● **Information given**
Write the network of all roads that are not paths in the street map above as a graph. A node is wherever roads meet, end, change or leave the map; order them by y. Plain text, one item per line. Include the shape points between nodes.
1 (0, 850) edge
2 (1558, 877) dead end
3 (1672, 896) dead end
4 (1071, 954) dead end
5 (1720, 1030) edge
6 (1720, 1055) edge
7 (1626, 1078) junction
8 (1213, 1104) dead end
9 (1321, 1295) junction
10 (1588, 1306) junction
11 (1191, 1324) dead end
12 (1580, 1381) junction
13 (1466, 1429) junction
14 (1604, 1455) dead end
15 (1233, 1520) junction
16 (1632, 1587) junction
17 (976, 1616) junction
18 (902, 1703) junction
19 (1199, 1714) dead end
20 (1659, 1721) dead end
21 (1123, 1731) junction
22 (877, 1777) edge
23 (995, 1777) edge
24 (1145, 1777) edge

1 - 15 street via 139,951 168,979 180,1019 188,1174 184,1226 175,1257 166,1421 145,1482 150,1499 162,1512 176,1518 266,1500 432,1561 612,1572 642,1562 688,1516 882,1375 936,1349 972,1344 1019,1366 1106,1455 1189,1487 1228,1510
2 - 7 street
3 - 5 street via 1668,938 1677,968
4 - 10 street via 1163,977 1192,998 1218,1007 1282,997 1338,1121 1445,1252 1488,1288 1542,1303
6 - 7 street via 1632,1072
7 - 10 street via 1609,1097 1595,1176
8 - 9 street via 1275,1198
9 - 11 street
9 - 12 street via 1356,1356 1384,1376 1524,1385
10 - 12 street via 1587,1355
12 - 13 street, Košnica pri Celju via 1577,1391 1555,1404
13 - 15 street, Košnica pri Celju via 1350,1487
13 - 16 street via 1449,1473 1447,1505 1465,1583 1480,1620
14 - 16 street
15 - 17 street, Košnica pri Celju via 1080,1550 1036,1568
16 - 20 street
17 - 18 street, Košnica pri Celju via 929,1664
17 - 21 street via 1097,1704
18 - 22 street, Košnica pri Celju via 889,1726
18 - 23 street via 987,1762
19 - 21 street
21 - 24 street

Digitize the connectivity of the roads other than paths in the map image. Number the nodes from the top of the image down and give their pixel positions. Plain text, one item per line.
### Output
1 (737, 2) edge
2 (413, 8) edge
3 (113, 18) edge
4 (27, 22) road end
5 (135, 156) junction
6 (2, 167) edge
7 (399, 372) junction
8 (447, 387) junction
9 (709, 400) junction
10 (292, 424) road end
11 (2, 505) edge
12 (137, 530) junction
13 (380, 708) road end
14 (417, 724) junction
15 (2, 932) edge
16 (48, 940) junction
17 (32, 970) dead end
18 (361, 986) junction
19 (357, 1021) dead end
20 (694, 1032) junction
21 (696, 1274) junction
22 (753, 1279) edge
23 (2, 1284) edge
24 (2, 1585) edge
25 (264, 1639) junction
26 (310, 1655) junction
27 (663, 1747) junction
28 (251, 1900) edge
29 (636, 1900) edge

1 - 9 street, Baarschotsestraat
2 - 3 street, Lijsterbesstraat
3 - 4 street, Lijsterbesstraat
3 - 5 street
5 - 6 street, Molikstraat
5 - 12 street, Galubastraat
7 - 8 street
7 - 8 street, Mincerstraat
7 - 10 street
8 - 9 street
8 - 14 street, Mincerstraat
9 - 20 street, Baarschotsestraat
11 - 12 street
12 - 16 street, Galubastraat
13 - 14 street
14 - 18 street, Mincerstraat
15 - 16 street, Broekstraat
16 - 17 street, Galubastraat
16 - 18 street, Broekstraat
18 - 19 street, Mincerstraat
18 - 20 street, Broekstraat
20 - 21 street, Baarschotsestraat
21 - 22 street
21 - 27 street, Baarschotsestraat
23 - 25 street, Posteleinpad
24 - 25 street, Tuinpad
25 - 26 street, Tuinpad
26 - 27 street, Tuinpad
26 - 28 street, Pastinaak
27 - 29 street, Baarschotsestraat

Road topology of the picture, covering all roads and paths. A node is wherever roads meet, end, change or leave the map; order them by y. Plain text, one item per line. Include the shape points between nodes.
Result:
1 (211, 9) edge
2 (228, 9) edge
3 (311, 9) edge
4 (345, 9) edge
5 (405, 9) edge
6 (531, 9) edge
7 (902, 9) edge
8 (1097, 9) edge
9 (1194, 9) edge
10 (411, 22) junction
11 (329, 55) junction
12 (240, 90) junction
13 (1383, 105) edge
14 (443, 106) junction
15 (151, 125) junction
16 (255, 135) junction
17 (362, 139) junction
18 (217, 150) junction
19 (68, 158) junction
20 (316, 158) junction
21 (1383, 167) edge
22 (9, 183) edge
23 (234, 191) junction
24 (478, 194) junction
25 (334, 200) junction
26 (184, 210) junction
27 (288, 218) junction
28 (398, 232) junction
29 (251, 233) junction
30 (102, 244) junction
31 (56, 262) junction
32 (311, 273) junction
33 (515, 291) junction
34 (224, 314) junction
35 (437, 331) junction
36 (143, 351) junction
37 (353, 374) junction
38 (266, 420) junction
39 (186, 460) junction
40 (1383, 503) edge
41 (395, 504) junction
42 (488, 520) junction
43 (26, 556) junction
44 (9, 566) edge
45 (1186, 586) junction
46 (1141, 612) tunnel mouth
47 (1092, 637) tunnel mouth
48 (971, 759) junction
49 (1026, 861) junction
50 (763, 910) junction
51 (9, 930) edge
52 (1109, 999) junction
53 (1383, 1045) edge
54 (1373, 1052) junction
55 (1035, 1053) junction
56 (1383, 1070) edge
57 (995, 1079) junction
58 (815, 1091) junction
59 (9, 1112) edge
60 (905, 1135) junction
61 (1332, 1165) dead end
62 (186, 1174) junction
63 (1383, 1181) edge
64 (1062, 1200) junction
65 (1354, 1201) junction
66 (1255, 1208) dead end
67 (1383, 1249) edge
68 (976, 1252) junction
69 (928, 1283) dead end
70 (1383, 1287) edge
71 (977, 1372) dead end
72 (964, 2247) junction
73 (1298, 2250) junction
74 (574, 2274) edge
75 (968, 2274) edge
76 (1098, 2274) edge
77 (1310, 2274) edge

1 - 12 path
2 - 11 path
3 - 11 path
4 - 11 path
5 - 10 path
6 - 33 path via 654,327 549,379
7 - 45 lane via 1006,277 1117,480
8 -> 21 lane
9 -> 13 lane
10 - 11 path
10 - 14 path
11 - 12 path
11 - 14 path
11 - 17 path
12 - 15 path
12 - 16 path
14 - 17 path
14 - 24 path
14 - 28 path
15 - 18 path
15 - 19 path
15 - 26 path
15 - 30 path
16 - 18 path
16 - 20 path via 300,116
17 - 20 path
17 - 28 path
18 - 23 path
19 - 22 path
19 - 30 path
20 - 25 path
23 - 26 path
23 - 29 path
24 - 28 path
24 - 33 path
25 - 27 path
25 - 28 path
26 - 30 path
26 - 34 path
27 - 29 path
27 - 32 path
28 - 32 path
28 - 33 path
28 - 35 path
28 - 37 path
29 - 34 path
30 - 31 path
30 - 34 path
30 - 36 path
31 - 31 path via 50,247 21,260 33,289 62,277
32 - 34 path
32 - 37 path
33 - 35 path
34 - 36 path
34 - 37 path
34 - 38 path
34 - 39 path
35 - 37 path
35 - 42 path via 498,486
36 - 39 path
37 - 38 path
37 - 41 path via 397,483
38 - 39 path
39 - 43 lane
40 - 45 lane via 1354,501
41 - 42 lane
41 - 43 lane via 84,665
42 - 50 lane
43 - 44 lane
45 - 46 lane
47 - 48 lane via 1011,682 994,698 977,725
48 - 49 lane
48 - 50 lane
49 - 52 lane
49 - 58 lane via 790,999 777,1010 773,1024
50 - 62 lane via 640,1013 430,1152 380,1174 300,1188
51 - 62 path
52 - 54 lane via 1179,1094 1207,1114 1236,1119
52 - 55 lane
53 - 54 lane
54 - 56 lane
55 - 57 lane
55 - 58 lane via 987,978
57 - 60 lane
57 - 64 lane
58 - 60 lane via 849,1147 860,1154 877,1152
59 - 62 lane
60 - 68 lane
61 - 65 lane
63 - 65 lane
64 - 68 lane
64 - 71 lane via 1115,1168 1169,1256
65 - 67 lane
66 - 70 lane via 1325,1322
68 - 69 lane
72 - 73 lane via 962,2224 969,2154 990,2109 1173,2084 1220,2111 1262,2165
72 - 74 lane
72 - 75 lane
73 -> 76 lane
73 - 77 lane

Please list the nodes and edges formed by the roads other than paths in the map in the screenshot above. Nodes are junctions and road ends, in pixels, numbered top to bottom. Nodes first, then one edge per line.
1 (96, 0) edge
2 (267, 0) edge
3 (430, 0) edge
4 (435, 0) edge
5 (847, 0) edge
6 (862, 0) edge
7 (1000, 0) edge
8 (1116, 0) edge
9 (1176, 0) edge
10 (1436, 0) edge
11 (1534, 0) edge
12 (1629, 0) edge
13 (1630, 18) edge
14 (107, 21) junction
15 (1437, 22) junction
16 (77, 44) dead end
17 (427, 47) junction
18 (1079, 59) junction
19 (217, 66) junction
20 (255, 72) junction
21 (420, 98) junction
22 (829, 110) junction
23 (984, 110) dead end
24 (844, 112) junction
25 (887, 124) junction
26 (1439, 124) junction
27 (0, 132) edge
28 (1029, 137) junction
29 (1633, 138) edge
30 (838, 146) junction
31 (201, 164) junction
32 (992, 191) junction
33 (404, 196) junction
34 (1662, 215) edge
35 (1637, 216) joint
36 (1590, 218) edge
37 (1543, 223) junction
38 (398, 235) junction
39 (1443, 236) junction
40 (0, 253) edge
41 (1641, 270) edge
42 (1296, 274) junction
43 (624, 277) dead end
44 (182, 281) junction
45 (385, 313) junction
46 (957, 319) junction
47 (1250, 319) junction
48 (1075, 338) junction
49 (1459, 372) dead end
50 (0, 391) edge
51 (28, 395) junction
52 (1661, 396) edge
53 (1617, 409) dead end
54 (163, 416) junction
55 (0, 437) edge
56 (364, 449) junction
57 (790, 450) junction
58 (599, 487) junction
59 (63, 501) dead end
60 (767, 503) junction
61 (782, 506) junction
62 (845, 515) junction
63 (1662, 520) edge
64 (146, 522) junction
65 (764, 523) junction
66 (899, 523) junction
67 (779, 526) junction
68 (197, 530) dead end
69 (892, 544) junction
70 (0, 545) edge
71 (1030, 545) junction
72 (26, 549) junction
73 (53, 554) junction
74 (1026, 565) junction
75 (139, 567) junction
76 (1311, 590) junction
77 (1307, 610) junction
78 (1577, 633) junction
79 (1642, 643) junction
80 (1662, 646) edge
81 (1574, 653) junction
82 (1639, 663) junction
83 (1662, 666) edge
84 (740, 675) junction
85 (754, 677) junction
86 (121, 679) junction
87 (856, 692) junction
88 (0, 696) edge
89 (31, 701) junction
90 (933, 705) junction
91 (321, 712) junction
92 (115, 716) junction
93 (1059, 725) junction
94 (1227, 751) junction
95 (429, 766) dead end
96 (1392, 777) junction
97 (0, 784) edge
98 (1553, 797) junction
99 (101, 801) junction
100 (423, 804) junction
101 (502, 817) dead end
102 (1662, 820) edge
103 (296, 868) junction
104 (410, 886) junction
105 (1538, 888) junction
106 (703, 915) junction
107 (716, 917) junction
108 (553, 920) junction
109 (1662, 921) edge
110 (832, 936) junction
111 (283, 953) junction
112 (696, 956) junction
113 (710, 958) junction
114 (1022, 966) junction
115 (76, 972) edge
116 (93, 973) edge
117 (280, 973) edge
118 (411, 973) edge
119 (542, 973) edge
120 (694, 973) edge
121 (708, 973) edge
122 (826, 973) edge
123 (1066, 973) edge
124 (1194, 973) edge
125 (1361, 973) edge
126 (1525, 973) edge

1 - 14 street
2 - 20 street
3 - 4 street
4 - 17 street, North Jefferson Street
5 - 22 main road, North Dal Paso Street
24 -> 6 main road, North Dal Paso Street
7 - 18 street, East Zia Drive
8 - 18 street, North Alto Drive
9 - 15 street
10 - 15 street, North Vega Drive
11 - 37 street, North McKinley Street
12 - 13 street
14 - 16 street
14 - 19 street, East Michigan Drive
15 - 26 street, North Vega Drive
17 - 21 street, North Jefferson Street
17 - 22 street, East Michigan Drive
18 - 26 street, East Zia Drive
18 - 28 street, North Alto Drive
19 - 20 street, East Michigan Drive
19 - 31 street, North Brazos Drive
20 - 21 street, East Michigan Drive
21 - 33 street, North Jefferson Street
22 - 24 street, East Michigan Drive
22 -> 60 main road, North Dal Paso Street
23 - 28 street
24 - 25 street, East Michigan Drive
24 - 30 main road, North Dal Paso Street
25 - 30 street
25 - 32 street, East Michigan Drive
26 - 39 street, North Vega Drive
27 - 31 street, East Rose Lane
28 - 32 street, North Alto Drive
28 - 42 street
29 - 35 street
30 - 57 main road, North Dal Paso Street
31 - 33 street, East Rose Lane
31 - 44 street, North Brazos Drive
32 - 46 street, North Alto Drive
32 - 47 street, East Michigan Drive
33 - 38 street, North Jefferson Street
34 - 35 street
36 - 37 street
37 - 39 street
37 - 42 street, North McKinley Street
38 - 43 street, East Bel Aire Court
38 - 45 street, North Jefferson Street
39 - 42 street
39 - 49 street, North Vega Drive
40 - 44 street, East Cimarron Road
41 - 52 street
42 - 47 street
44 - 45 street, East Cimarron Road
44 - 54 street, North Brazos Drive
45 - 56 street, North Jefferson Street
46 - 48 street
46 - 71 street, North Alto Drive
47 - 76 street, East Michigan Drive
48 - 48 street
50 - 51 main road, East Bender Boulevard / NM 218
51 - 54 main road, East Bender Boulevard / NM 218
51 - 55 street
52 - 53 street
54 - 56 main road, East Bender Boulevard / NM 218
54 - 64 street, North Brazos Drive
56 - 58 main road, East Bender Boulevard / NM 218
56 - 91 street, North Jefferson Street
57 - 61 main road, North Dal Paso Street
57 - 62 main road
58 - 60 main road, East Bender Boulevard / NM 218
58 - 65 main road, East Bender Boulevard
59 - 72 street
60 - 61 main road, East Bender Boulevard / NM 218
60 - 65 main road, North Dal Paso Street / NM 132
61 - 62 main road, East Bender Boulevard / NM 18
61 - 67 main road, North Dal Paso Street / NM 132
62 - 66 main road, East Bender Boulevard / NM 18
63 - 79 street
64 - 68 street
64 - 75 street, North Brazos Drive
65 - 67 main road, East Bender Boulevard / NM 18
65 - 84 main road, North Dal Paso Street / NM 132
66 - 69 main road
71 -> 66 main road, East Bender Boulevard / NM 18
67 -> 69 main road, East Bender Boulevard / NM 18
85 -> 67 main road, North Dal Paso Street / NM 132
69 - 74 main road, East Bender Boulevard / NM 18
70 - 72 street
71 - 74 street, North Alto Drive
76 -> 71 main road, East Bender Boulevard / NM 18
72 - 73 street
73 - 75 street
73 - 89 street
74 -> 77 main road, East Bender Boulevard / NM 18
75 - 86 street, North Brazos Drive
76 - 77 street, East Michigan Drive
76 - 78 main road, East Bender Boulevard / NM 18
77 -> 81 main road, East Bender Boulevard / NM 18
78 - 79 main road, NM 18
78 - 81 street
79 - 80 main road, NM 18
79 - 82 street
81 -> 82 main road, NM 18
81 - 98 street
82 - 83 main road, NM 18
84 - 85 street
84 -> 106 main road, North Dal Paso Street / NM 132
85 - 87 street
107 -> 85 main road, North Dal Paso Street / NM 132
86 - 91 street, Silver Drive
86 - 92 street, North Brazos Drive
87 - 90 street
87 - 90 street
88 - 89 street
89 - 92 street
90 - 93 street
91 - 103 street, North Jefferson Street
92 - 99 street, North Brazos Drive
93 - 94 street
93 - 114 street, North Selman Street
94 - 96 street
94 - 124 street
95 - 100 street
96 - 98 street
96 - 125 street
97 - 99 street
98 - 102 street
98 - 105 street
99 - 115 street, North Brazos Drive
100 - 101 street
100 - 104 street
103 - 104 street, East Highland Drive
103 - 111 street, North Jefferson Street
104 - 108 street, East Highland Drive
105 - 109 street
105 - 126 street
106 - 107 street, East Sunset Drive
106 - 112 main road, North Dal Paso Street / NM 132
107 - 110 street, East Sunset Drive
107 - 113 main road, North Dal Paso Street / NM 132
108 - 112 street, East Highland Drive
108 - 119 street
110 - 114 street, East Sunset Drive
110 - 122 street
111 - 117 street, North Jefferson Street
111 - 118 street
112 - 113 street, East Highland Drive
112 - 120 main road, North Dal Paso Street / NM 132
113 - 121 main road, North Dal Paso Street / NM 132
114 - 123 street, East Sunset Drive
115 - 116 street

● **What to produce**
Where a line of the entries contains "item", report that line.

● **Your solution**
Write the network of all roads that are not paths in the street map above as a graph. A node is wherever roads meet, end, change or leave the map; order them by y. Plain text, one item per line. Include the shape points between nodes.
Digitize the connectivity of the roads other than paths in the map image. Number the nodes from the top of the image down and give their pixel positions. Plain text, one item per line.
Road topology of the picture, covering all roads and paths. A node is wherever roads meet, end, change or leave the map; order them by y. Plain text, one item per line. Include the shape points between nodes.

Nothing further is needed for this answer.